ABDURAHMAN WAHID: NU TIDAK AKAN KEMBALI KE POLITIK PRAKTIS
Jakarta, Antara
Ketua Umum Pengurus Besar Nahdlatul Ulama (NU) Abdurahman Wahid menegaskan, bahwa NU tidak akan kembali ke politik praktis, karena selain sudah menjadi ketetapan NU juga sesuai dengan Undang-Undang maupun ketetapan MPR. Menjawab pertanyaan pers seusai menemui Menteri Penerangan Harmoko di Jakarta, Kamis, ia menambahkan, berdasarkan Undang-Undang maupun ketetapan MPR, politik praktis hanya boleh dilakukan melalui Parpol dan Golkar, sehingga seluruh warga NU bebas menentukan sikap politik praktisnya asal melalui Parpol dan Golkar.
‘Warga NUbebas menentukan sikap politik praktisnya, baik melalui Golongan Karya, maupun melalui Partai Politik, dan warga NU tidak terikat untuk masuk hanya di salah satu parpol itu,” katanya.
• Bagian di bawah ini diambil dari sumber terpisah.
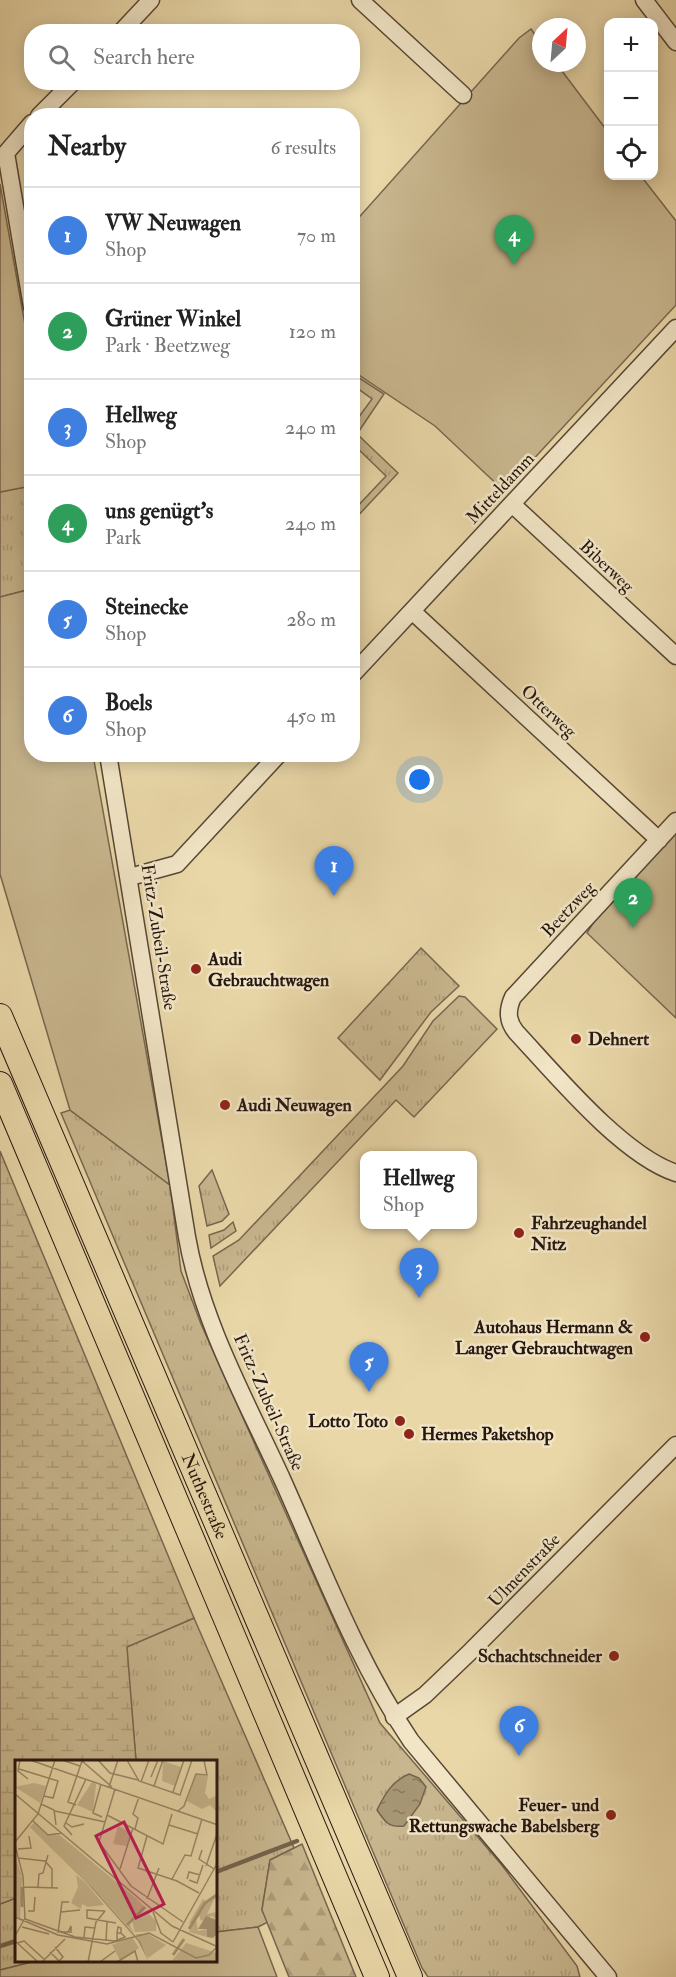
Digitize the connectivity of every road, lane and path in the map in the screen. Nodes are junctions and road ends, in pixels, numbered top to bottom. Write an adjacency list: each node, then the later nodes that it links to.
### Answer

Hal itu, katanya, perlu diluruskan supaya jangan sampai timbul salah tafsir dari warga NU mengenai peranan organisasi NU.
Menurut dia, jika warga NU hanya diperbolehkan masuk di salah satu partai politik, tentunya akan menyulitkan warga NU sendiri yang berbagai ragam sikap dan warna politiknya.
“Malah sebagian dari warga NU adalah juga anggota KORPRI, jadi kasihan dong bagi mereka, jika hanya diperbolehkan melalui Parpol saja, padahal anggota KORPRI aspirasi politiknya disalurkan melalui Golongan Karya,” katanya.
Ia menjelaskan, pertemuannya dengan Menteri Penerangan Harmoko antara lain juga membicarakan mengenai rencana Muktamar NU yang akan berlangsung di Yogyakarta, tanggal 25-28 Nopember 1989.
Muktamar NU, katanya, akan dibuka Presiden Soeharto di Jogyakarta pada 25 Nopember 1989, dan sebelumnya pada 22 Nopember 1989 sebagai acara pendahuluan Muktamar, di Semarang, Wakil Presiden Sudharmono, SH membuka Muktamar Tarekat NU yang berlangsung sampai 24 Nopember 1989.
Di dalam Muktamar yang akan dihadiri sekitar 3.500 utusan NU dari seluruh Indonesia itu akan diadakan juga pemilihan susunan Pengurus Besar Nahdlatul Ulama untuk periode lima tahun mendatang.
“Terserah keputusan Muktamar, saya tidak pernah menolak tugas,” katanya menjawab pertanyaan pers tentang kesediaannya memimpin NU di dalam kepengurusan periode mendatang.
Ciri Khas NU
Menteri Penerangan Harmoko ketika menerima Abdurahman Wahid di ruang kerjanya, menerangkan bahwa sudah sejak lama NU memiliki ciri khasnya sendiri.
Memberikan keterangan melalui Ka. Biro Humas Departemen Penerangan H. Ramli, Harmoko menambahkan, ciri khas NU itu adalah “mengembangkan prinsip musyawarah dan mufakat sejak lama”.
“Sehingga di masa datang NU diharapkan tetap menjunjung tinggi nilai musyawarah mufakat,” kata Harmoko sambil berharap agar di dalam Muktarnar, NU melaksanakan kaderisasi agar terjadi kesinambungan alih tugas dari pimpinan kepengurusan sekarang kepada penggantinya.
Menpen yakin, NU yang selama ini merupakan lembaga kader di tingkat nasional maupun daerah terus mengembangkan wawasan kebangsaannya, dan diharapkan untuk terus dapat dikembangkan.
Sumber : ANTARA (09/11/1989)
Dikutip sesuai tulisan dan ejaan aslinya dari buku “Presiden RI Ke II Jenderal Besar HM Soeharto dalam Berita”, Buku XI (1989), Jakarta : Antara Pustaka Utama, 2008, hal. 348-349.